**Source material**
+-------+
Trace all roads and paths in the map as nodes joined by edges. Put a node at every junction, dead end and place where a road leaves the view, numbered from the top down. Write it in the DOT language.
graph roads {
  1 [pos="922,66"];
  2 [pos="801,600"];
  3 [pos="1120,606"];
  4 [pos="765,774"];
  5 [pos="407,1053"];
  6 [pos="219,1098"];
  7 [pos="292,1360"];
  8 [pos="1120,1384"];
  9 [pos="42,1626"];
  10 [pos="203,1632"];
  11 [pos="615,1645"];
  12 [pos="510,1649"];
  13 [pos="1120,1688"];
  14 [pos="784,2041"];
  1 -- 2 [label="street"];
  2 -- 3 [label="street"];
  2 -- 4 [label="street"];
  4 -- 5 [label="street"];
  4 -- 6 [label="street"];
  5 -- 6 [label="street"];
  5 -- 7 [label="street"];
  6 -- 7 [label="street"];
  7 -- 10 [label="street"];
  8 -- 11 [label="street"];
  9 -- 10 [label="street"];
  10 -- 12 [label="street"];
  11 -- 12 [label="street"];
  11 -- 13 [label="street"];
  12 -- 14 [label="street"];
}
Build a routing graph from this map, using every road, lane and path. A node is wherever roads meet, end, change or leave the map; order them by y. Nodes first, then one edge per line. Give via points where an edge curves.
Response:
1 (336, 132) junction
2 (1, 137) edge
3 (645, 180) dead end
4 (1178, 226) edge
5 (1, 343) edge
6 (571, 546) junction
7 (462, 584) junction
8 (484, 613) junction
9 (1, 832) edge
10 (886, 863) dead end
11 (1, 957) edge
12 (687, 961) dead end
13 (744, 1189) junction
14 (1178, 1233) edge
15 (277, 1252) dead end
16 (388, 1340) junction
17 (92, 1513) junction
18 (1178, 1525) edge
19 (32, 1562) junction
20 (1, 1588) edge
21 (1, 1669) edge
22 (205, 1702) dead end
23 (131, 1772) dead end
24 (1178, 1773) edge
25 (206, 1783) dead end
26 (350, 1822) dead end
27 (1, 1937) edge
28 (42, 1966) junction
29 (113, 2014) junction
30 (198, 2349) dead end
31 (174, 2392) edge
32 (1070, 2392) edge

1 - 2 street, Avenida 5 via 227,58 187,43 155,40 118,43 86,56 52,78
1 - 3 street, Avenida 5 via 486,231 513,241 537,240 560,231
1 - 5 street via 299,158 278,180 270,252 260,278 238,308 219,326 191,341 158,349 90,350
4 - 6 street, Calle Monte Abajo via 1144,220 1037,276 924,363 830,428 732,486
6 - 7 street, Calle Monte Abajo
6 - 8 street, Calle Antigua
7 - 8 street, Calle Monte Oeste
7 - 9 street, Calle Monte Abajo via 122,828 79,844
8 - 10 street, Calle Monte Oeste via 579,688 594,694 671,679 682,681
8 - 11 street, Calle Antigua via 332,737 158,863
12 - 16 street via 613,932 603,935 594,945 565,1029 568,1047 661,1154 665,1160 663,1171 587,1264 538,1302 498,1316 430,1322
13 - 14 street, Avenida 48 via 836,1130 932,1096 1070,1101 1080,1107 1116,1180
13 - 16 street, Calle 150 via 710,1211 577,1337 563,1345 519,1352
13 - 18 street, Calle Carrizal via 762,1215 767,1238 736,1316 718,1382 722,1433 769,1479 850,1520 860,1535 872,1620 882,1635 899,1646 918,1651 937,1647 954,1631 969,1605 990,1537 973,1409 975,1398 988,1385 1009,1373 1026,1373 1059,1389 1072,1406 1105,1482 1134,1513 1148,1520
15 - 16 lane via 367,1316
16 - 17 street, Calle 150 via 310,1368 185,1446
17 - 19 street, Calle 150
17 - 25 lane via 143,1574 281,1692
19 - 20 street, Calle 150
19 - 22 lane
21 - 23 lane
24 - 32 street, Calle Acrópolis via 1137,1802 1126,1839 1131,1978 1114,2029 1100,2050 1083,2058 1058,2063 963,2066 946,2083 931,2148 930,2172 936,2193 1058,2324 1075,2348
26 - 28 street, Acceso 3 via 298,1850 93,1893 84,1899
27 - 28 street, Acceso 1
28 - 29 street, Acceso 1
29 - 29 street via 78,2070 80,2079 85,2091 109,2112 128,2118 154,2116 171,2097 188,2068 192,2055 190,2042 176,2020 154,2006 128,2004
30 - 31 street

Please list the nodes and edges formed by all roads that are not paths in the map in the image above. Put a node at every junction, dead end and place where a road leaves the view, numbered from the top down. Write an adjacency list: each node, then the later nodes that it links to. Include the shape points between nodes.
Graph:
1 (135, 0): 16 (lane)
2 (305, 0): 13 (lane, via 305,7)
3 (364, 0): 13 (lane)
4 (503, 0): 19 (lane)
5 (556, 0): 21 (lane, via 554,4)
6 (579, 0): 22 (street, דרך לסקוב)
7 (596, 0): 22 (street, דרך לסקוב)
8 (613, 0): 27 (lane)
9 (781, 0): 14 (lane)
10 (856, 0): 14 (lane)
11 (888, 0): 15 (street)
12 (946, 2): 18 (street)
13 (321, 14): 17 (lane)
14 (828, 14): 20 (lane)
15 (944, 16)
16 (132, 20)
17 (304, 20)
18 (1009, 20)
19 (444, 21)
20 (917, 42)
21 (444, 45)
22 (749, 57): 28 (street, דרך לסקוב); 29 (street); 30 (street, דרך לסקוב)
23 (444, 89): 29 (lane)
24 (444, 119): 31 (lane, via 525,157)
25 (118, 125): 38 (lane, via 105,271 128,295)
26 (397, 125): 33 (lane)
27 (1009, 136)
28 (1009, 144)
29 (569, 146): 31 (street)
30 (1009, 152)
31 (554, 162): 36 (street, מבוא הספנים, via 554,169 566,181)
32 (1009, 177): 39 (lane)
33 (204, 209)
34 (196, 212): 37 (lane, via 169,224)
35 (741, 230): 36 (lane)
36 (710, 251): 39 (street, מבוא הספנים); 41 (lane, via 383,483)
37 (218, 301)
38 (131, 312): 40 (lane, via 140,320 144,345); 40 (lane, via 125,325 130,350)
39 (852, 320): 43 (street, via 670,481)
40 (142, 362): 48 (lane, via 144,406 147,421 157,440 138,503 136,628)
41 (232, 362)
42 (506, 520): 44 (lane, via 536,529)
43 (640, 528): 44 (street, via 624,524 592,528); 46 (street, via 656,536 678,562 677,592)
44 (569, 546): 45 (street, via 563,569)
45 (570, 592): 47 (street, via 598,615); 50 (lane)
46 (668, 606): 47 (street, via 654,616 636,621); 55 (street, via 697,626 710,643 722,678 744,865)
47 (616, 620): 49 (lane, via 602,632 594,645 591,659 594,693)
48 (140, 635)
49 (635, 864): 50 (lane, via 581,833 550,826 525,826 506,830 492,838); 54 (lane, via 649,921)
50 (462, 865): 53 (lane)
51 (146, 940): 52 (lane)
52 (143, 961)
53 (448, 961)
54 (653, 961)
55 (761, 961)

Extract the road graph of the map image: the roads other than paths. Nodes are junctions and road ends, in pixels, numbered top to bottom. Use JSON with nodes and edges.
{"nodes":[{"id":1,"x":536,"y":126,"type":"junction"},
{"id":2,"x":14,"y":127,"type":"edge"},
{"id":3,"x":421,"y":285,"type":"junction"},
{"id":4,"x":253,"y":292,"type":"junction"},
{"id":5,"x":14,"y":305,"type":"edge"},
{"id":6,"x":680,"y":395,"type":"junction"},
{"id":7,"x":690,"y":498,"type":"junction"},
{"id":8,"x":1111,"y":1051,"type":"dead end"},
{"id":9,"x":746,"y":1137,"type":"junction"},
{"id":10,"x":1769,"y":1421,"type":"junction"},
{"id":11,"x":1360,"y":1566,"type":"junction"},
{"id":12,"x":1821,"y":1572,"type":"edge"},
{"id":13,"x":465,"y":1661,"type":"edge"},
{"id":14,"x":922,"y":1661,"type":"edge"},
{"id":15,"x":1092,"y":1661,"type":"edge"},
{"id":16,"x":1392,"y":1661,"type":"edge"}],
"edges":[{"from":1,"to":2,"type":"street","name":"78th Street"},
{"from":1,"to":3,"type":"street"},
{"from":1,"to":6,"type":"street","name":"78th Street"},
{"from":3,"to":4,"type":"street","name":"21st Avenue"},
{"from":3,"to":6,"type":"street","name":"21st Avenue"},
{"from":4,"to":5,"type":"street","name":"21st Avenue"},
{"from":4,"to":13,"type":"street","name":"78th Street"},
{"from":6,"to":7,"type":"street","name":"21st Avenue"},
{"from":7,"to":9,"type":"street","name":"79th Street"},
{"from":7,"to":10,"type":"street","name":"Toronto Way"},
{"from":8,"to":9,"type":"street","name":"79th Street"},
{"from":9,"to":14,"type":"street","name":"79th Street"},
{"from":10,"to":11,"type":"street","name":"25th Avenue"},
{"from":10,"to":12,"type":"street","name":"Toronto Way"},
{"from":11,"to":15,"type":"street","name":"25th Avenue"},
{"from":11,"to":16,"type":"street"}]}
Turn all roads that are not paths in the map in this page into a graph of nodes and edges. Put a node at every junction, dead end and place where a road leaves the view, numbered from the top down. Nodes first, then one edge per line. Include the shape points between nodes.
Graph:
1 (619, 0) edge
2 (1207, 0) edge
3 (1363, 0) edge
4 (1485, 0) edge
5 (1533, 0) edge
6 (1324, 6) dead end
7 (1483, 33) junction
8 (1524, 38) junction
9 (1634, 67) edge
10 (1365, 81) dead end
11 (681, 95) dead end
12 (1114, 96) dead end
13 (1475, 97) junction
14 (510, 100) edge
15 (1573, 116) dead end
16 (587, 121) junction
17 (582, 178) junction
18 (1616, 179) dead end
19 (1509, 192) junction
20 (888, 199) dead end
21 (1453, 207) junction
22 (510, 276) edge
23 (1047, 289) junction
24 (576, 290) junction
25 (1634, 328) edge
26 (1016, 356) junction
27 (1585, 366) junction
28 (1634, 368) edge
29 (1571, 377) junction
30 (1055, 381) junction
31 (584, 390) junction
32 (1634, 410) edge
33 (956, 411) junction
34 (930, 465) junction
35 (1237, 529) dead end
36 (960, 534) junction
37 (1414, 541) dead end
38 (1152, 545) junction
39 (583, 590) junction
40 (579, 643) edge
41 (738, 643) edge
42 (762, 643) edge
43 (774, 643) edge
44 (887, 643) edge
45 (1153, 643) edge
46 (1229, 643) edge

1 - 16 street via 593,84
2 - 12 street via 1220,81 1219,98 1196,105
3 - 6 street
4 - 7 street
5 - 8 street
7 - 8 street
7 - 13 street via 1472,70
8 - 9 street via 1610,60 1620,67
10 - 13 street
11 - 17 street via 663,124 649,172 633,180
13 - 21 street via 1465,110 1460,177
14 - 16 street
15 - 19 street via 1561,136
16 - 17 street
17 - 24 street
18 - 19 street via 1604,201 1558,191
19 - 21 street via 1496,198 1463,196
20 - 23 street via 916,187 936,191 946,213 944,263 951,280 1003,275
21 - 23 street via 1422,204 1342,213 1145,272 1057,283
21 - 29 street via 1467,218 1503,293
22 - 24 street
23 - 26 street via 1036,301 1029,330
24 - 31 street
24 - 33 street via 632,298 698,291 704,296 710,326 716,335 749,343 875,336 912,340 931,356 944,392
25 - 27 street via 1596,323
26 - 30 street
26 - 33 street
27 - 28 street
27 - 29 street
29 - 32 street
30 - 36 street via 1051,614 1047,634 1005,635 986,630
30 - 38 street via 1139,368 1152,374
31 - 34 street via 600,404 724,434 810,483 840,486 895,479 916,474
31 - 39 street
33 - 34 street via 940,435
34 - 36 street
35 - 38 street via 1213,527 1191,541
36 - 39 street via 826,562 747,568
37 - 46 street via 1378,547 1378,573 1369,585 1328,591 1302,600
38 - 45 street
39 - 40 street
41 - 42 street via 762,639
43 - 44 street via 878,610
+-------+
**What is needed**
Extract the lines of the preceding material that run from the line with "Extract the road" through the line with "Turn all roads", inclusive, reproducing them exactly and adding nothing.

**Task solution**
Extract the road graph of the map image: the roads other than paths. Nodes are junctions and road ends, in pixels, numbered top to bottom. Use JSON with nodes and edges.
{"nodes":[{"id":1,"x":536,"y":126,"type":"junction"},
{"id":2,"x":14,"y":127,"type":"edge"},
{"id":3,"x":421,"y":285,"type":"junction"},
{"id":4,"x":253,"y":292,"type":"junction"},
{"id":5,"x":14,"y":305,"type":"edge"},
{"id":6,"x":680,"y":395,"type":"junction"},
{"id":7,"x":690,"y":498,"type":"junction"},
{"id":8,"x":1111,"y":1051,"type":"dead end"},
{"id":9,"x":746,"y":1137,"type":"junction"},
{"id":10,"x":1769,"y":1421,"type":"junction"},
{"id":11,"x":1360,"y":1566,"type":"junction"},
{"id":12,"x":1821,"y":1572,"type":"edge"},
{"id":13,"x":465,"y":1661,"type":"edge"},
{"id":14,"x":922,"y":1661,"type":"edge"},
{"id":15,"x":1092,"y":1661,"type":"edge"},
{"id":16,"x":1392,"y":1661,"type":"edge"}],
"edges":[{"from":1,"to":2,"type":"street","name":"78th Street"},
{"from":1,"to":3,"type":"street"},
{"from":1,"to":6,"type":"street","name":"78th Street"},
{"from":3,"to":4,"type":"street","name":"21st Avenue"},
{"from":3,"to":6,"type":"street","name":"21st Avenue"},
{"from":4,"to":5,"type":"street","name":"21st Avenue"},
{"from":4,"to":13,"type":"street","name":"78th Street"},
{"from":6,"to":7,"type":"street","name":"21st Avenue"},
{"from":7,"to":9,"type":"street","name":"79th Street"},
{"from":7,"to":10,"type":"street","name":"Toronto Way"},
{"from":8,"to":9,"type":"street","name":"79th Street"},
{"from":9,"to":14,"type":"street","name":"79th Street"},
{"from":10,"to":11,"type":"street","name":"25th Avenue"},
{"from":10,"to":12,"type":"street","name":"Toronto Way"},
{"from":11,"to":15,"type":"street","name":"25th Avenue"},
{"from":11,"to":16,"type":"street"}]}
Turn all roads that are not paths in the map in this page into a graph of nodes and edges. Put a node at every junction, dead end and place where a road leaves the view, numbered from the top down. Nodes first, then one edge per line. Include the shape points between nodes.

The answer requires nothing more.